7. A seemingly good habit that causes heartache 

Some people over-promise because they don’t want to disappoint anybody. 

And in my experience, people who have a good heart are more likely to fall into this category. They’ll say ‘yes’ when all they want to do is say ‘no’. They care about proving their friendship to you more than anything. 

But the downside of always trying to prove yourself is that you’ll often stress yourself out. Human beings cannot be pleased. And this means that you’ll often get disappointed when it’s time for people to show up for you. 

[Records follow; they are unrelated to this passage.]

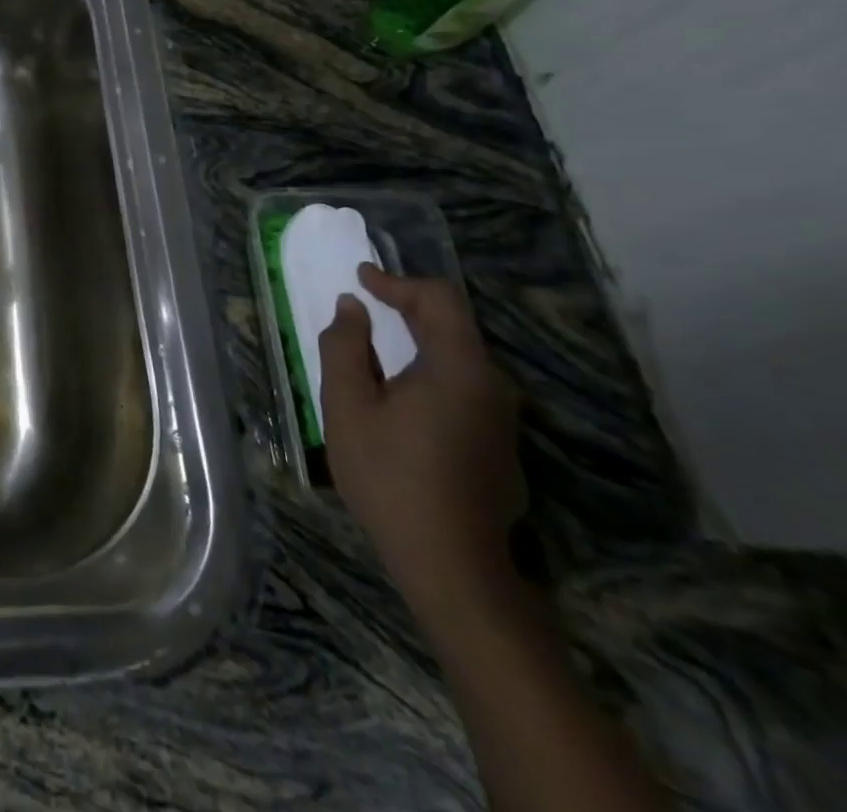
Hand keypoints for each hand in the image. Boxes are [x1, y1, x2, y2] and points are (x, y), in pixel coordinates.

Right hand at [321, 265, 526, 615]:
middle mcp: (492, 387)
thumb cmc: (390, 476)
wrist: (452, 566)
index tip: (361, 279)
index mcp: (458, 369)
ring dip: (419, 341)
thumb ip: (345, 347)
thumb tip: (352, 309)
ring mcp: (501, 420)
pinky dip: (430, 372)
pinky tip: (401, 395)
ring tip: (376, 346)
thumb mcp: (347, 406)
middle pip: (454, 327)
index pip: (439, 300)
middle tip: (366, 304)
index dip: (398, 282)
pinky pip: (464, 389)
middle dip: (408, 308)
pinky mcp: (499, 447)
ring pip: (460, 360)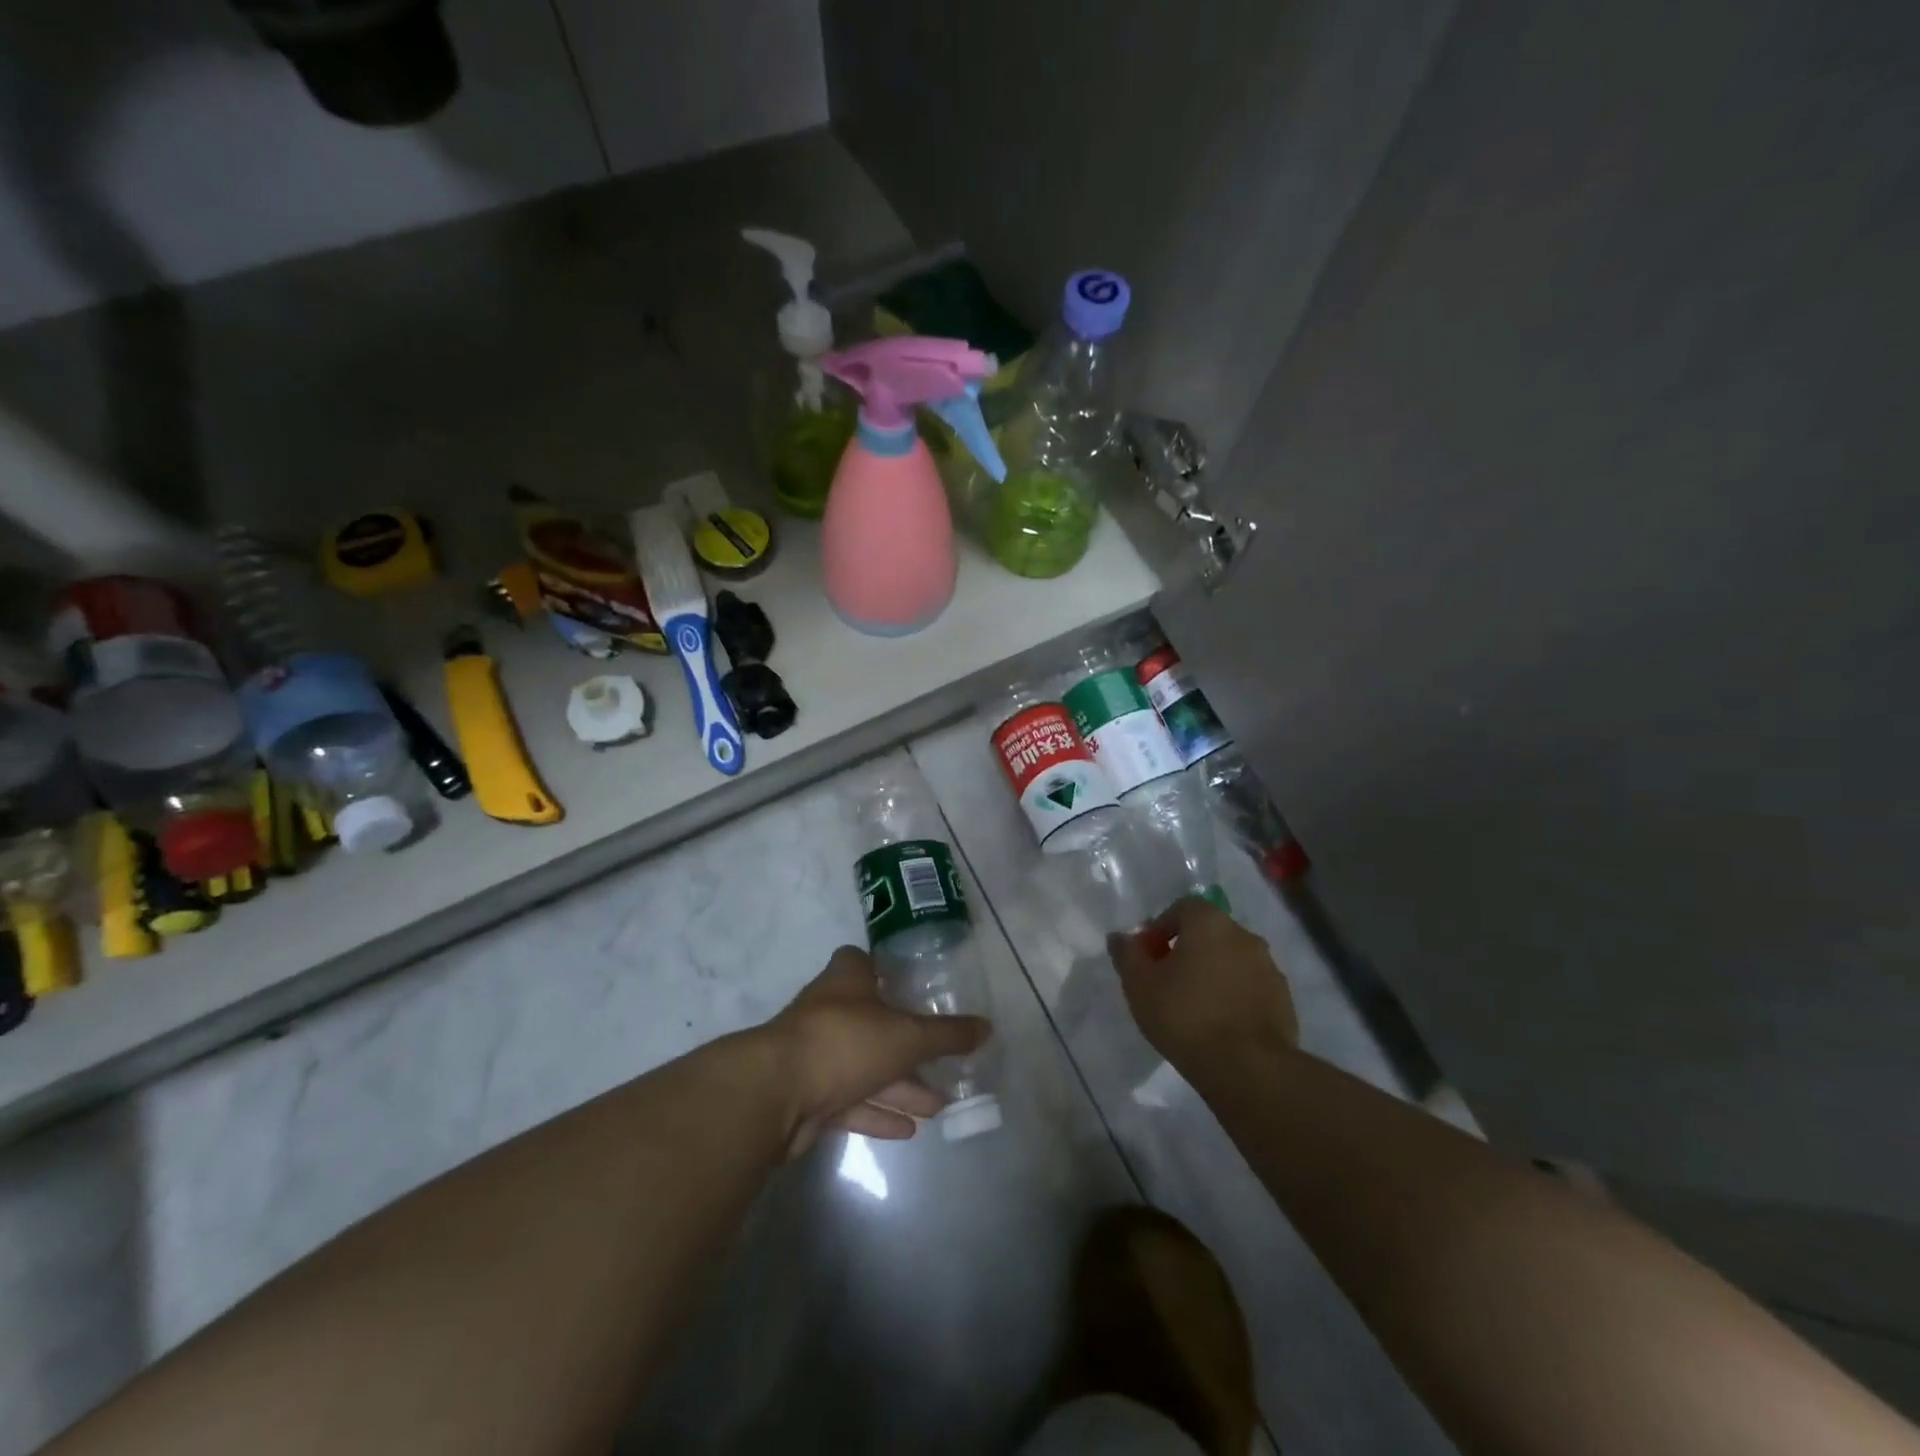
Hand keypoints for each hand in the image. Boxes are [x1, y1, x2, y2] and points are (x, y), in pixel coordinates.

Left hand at [759, 946, 991, 1157]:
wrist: (775, 1094)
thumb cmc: (845, 1041)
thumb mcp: (907, 1035)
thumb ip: (947, 1034)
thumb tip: (988, 1027)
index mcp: (846, 981)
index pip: (862, 962)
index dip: (885, 971)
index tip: (911, 986)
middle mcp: (828, 1011)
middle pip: (872, 1022)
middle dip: (906, 1045)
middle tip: (941, 1064)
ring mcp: (815, 1054)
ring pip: (863, 1067)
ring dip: (899, 1086)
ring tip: (937, 1105)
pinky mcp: (806, 1096)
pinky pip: (849, 1102)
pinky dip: (876, 1112)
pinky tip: (908, 1129)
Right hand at [1108, 897, 1296, 1071]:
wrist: (1248, 1067)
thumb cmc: (1185, 1016)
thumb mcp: (1139, 985)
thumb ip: (1127, 954)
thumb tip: (1119, 936)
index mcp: (1210, 922)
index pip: (1182, 908)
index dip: (1161, 928)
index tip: (1149, 957)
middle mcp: (1244, 935)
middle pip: (1209, 933)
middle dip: (1187, 950)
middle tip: (1167, 981)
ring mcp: (1269, 967)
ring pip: (1232, 960)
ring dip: (1213, 972)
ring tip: (1195, 1006)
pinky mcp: (1284, 999)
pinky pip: (1250, 986)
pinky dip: (1234, 995)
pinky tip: (1220, 1023)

If you have a habit of trying to prove yourself to everyone, understand that people don’t care as much as you think they do. And the right people won’t punish or cancel you for simply doing what’s best for you. 

Besides, most people will simply believe what they want even if you break your back to prove yourself to them. You don’t need to prove yourself to the right people before they accept you. 

8. This victimhood mentality 

Once you start playing the victim, you can’t take responsibility anymore. 

We come across them all the time. The victim blames the government, parents, boss, economy, childhood, etc., because it’s easy to do. 

The victim cannot admit his part in his predicament because he’s not mature enough to face it. 

If you’re still young, maybe you can get away with blaming everyone else for everything wrong in your life. But for a grown-up, no one will take you seriously until you take responsibility for your life. 

No one is a victim. Life is unfair and full of suffering, and we’re all in it together. If you think you have it worse — or deserve better — simply because you’re you, then you’re not thinking hard enough.